Instructions to follow: Whenever the string "AHMAD" appears in a line of the listing below, that line counts. Say how many lines count, and give nothing else.

-------- Data for review --------

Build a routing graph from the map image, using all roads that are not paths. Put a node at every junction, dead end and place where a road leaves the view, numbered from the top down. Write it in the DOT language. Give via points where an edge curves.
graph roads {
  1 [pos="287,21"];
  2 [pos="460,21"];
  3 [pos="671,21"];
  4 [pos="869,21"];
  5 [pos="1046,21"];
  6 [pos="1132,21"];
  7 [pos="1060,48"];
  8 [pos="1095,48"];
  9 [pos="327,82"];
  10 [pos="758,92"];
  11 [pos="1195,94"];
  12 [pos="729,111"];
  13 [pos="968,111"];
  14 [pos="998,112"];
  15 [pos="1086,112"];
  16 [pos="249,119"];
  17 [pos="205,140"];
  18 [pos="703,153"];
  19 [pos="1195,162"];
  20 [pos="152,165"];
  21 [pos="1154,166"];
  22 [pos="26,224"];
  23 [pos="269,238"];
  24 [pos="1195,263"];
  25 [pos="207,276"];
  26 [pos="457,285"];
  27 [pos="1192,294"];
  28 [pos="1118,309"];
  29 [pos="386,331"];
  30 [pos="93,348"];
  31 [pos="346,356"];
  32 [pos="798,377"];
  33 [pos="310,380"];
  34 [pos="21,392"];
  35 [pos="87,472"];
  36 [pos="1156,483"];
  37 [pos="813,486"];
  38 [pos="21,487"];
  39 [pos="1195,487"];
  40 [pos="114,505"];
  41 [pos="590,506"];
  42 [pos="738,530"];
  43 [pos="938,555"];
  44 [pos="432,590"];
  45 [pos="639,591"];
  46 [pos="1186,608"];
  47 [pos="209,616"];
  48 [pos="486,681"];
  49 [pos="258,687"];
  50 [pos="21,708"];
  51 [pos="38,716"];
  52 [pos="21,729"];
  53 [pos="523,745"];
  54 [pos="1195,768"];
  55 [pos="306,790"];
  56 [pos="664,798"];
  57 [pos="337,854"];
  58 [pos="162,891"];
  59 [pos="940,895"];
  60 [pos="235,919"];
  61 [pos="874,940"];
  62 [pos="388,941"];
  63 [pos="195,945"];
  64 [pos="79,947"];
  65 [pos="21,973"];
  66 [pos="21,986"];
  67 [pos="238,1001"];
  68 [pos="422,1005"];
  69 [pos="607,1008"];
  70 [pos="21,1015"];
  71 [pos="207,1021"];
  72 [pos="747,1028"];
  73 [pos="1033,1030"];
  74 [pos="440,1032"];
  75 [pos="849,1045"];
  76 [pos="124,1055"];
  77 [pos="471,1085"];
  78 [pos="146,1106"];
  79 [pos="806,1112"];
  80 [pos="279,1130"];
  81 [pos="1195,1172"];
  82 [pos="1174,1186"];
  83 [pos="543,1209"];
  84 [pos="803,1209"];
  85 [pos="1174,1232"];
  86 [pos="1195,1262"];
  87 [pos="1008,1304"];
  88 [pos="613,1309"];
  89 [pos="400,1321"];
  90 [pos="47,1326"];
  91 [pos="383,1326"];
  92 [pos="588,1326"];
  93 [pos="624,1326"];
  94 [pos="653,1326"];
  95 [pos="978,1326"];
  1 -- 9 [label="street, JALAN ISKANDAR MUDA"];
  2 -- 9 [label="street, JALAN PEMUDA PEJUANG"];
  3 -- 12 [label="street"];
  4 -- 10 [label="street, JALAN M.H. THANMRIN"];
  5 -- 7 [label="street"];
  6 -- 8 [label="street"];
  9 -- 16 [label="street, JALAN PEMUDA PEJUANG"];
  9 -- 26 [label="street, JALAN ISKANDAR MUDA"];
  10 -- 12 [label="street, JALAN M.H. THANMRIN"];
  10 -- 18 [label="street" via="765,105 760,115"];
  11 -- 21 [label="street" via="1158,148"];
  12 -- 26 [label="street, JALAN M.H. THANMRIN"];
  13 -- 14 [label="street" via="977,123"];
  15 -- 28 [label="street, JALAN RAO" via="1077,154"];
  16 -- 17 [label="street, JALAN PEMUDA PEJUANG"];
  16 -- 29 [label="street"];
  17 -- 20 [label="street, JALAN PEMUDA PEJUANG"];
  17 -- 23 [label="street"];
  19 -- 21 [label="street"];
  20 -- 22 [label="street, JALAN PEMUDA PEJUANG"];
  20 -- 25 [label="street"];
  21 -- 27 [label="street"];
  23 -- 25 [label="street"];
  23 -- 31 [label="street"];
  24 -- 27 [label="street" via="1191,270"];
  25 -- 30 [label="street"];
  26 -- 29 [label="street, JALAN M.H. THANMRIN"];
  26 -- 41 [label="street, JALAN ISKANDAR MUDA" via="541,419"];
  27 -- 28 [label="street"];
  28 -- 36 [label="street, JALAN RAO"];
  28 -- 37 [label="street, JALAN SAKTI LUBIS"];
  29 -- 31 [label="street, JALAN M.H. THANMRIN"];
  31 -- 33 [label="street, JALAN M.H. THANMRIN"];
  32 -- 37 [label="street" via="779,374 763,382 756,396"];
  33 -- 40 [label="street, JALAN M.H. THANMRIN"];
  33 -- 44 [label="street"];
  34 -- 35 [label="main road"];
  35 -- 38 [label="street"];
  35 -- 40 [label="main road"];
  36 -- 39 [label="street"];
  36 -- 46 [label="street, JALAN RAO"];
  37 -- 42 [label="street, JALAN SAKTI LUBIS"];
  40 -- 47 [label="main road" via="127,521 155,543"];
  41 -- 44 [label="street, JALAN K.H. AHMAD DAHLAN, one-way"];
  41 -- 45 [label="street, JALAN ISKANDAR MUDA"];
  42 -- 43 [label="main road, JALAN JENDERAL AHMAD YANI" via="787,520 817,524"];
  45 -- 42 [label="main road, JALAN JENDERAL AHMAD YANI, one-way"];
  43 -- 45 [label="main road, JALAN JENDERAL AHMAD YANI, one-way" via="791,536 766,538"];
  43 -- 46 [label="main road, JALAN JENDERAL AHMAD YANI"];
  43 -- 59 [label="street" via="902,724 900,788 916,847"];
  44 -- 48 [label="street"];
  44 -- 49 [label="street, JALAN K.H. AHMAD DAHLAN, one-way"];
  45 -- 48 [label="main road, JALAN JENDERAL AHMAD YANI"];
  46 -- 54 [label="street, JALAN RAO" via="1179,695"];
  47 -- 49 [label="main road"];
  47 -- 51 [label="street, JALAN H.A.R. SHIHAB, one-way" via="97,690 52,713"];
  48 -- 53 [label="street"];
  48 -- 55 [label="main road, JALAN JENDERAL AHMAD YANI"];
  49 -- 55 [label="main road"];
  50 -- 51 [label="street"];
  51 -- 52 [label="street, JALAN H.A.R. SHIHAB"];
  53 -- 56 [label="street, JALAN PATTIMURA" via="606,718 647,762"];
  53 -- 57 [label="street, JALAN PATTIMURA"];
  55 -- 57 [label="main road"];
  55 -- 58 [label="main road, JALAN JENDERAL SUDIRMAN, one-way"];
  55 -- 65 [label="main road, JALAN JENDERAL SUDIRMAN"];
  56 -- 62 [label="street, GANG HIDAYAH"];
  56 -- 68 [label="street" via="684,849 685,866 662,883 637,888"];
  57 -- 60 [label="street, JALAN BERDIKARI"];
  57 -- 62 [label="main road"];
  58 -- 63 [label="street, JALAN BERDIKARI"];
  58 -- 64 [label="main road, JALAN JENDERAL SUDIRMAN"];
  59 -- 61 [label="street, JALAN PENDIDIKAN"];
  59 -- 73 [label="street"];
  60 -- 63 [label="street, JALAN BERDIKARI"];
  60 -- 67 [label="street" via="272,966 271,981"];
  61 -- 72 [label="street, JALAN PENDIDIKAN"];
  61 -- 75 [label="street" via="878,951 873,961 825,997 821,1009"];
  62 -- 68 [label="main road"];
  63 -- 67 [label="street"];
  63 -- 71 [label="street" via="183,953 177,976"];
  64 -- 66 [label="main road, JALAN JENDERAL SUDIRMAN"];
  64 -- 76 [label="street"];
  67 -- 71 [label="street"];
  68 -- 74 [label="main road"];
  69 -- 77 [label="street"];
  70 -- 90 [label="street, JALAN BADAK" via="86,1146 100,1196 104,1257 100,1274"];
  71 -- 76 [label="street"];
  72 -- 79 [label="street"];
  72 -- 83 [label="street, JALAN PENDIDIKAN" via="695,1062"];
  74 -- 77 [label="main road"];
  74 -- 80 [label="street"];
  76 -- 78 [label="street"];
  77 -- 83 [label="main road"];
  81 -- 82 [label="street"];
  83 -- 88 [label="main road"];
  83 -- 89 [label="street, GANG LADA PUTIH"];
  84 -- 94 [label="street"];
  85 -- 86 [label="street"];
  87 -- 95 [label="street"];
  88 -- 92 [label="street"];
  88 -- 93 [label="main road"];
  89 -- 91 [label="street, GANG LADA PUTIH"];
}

--------

Reply: 8